AI forces us to confront the hardest question: Beyond mechanical execution, where does my real intellectual value lie?
For those unwilling to think, this is the worst of times. They will become mere appendages of algorithms, perhaps never realizing they’re being consumed by mediocrity within information bubbles.
But for the curious, the independent thinkers, those eager to probe the essence of things—this is the greatest era in human history:
- All barriers have lowered.
- All ceilings have vanished.
- You now command humanity’s most powerful think tank and execution force, available 24/7.

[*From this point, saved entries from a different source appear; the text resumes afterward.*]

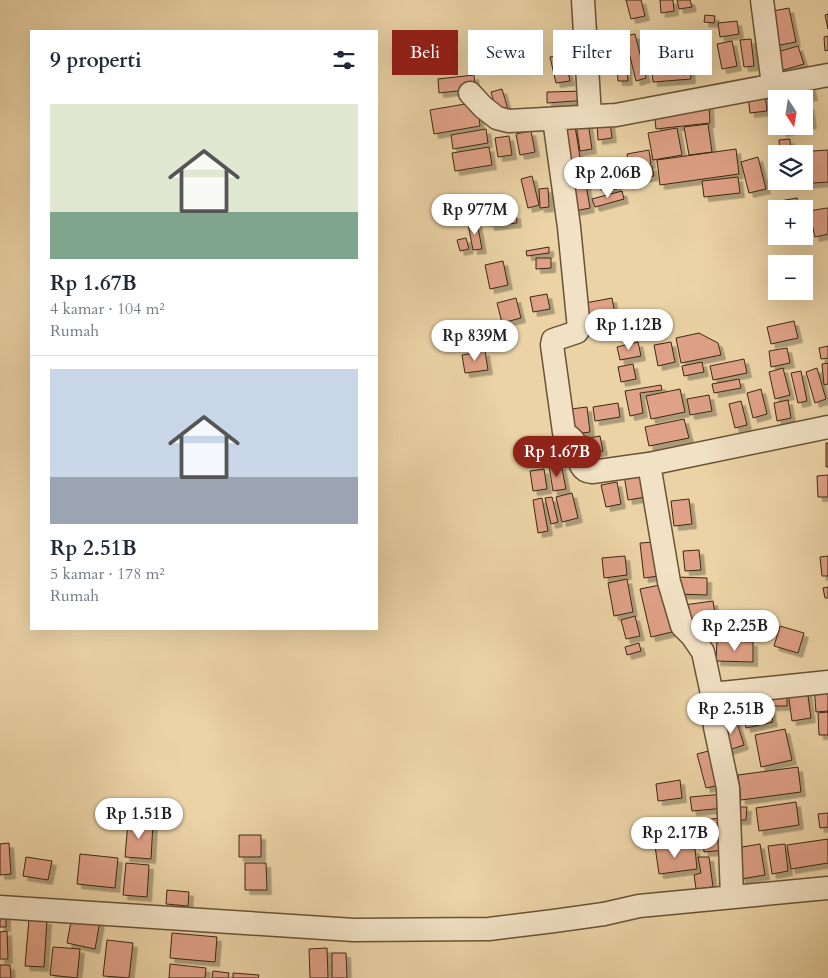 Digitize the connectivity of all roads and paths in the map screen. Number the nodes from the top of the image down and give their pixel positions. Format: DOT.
graph roads {
  1 [pos="583,0"];
  2 [pos="762,0"];
  3 [pos="828,75"];
  4 [pos="773,85"];
  5 [pos="470,93"];
  6 [pos="590,116"];
  7 [pos="554,118"];
  8 [pos="828,427"];
  9 [pos="649,464"];
  10 [pos="828,682"];
  11 [pos="712,694"];
  12 [pos="828,888"];
  13 [pos="732,897"];
  14 [pos="0,907"];
  1 -- 6 [label="street"];
  2 -- 4 [label="street"];
  3 -- 4 [label="street"];
  4 -- 6 [label="street"];
  5 -- 7 [label="street"];
  6 -- 7 [label="street"];
  7 -- 9 [label="street"];
  8 -- 9 [label="street"];
  9 -- 11 [label="street"];
  10 -- 11 [label="street"];
  11 -- 13 [label="street"];
  12 -- 13 [label="street"];
  13 -- 14 [label="street"];
}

Zhang Wenhong isn’t against AI—he opposes bypassing foundational skill development and directly outsourcing thinking and meta-cognition to AI.
He uses AI extensively—because he has thirty years of internal mastery as foundation. For him, AI is like adding wings to a tiger. For young doctors without such fundamentals, AI could be揠苗助长 (pulling up seedlings to help them grow)—a shortcut leading to ruin.
In the 21st century, skills won’t disappear—but they will undergo a brutal purification.
Don’t try to compete with AI on "solving problems." Compete on "framing problems."
When you stop treating AI as a tool to avoid effort, and start seeing it as a super-leverage requiring high intelligence to guide, direct, and correct,
what you see through AI will no longer be your mediocre self—but an infinitely amplified, formidable super-individual.